18 Point Selection Implementation in SpotOptim

18.1 Overview

This feature automatically selects a subset of evaluated points for surrogate model training when the total number of points exceeds a specified threshold.

It is implemented as a point selection mechanism for SpotOptim that mirrors the functionality in spotpython’s Spot class.

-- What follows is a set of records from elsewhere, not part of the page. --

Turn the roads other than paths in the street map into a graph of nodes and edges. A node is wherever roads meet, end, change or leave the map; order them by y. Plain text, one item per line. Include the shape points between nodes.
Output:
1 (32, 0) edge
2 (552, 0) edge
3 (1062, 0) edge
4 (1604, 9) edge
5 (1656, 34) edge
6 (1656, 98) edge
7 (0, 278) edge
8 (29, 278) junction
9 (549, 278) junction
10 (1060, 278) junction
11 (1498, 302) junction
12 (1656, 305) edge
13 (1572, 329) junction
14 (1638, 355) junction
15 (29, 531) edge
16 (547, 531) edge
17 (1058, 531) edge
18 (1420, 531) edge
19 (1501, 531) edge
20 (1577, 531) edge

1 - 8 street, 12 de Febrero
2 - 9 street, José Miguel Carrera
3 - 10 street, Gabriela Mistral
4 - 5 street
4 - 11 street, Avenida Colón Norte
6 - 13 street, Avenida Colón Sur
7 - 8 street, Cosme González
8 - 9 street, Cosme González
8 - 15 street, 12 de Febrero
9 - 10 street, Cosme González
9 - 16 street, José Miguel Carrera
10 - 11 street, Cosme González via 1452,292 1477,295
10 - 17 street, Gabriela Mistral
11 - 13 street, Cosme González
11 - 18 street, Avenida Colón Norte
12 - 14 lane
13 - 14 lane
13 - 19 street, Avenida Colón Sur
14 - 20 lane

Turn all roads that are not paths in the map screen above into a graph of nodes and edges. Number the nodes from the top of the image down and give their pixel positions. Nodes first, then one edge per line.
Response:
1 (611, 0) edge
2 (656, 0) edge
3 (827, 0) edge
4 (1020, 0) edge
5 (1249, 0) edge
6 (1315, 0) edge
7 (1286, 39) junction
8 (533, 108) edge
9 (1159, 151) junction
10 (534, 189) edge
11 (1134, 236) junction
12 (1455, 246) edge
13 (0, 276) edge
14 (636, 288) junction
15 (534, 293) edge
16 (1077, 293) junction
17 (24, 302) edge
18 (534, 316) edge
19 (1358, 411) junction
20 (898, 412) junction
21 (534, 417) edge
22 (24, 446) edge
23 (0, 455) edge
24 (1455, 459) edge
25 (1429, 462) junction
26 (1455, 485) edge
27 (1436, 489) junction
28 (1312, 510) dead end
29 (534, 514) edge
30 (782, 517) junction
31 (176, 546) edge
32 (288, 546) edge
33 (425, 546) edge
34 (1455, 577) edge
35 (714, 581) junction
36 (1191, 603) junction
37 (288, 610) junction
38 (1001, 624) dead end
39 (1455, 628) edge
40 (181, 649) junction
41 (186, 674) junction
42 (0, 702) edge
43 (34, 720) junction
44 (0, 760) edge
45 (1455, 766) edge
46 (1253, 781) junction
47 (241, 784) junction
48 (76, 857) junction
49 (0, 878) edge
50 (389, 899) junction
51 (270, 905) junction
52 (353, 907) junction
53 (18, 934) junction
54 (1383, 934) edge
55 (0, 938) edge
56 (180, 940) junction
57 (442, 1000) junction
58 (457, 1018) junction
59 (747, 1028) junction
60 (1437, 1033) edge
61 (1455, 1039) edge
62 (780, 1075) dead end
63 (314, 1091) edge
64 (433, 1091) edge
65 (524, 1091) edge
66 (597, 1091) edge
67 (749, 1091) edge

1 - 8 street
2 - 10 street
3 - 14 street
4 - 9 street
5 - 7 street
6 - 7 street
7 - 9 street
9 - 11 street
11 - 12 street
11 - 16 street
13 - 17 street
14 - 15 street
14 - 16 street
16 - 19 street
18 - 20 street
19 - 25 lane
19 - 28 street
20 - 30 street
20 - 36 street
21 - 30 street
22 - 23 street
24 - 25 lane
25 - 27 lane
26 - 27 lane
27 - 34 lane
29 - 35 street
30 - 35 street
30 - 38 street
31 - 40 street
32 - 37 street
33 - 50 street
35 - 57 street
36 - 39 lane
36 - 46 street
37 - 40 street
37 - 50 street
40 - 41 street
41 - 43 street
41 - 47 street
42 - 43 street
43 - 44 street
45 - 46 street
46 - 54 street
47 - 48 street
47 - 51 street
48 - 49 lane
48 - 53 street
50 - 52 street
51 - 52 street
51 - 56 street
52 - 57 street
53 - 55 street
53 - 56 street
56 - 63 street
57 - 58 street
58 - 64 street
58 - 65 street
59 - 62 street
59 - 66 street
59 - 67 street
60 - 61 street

18.2 Implementation Details

18.2.1 Parameters

Added to SpotOptim.__init__:

max_surrogate_points (int, optional): Maximum number of points to use for surrogate fitting
selection_method (str, default=‘distant’): Method for selecting points (‘distant’ or ‘best’)

18.2.2 Methods

select_distant_points(X, y, k)
- Uses K-means clustering to find k clusters
- Selects the point closest to each cluster center
- Ensures space-filling properties for surrogate training
- Mimics spotpython.utils.aggregate.select_distant_points
select_best_cluster(X, y, k)
- Uses K-means clustering to find k clusters
- Computes mean objective value for each cluster
- Selects all points from the cluster with the best (lowest) mean value
- Mimics spotpython.utils.aggregate.select_best_cluster
_selection_dispatcher(X, y)
- Dispatcher method that routes to the appropriate selection function
- Returns all points if max_surrogate_points is None
- Mimics spotpython.spot.spot.Spot.selection_dispatcher

The method _fit_surrogate(X, y) checks if X.shape[0] > self.max_surrogate_points. If true, it calls _selection_dispatcher to get a subset. Then, it fits the surrogate only on the selected points. This implementation matches the logic in spotpython.spot.spot.Spot.fit_surrogate

18.3 Key Differences from spotpython

While the implementation follows spotpython’s design, there is a difference: spotoptim uses a simplified clustering, it uses sklearn’s KMeans directly instead of a custom implementation.

18.4 Example Usage

This example demonstrates the point selection feature with a limited number of surrogate points. Increase MAX_ITER, N_INITIAL, and MAX_SURROGATE_POINTS to see more pronounced effects.

from spotoptim import SpotOptim
import numpy as np

MAX_ITER = 20
N_INITIAL = 5
MAX_SURROGATE_POINTS = 10

# Define an example objective function
def sphere(X):
    """Simple sphere function for demonstration"""
    return np.sum(X**2, axis=1)

bounds = [(-5, 5), (-5, 5), (-5, 5)]

# Without point selection (default behavior)
optimizer1 = SpotOptim(
    fun=sphere,
    bounds=bounds,
    max_iter=MAX_ITER,
    n_initial=N_INITIAL,
    seed=42
)
result1 = optimizer1.optimize()
print(f"Without selection - Best value: {result1.fun:.6f}")
print(f"Total points evaluated: {result1.nfev}")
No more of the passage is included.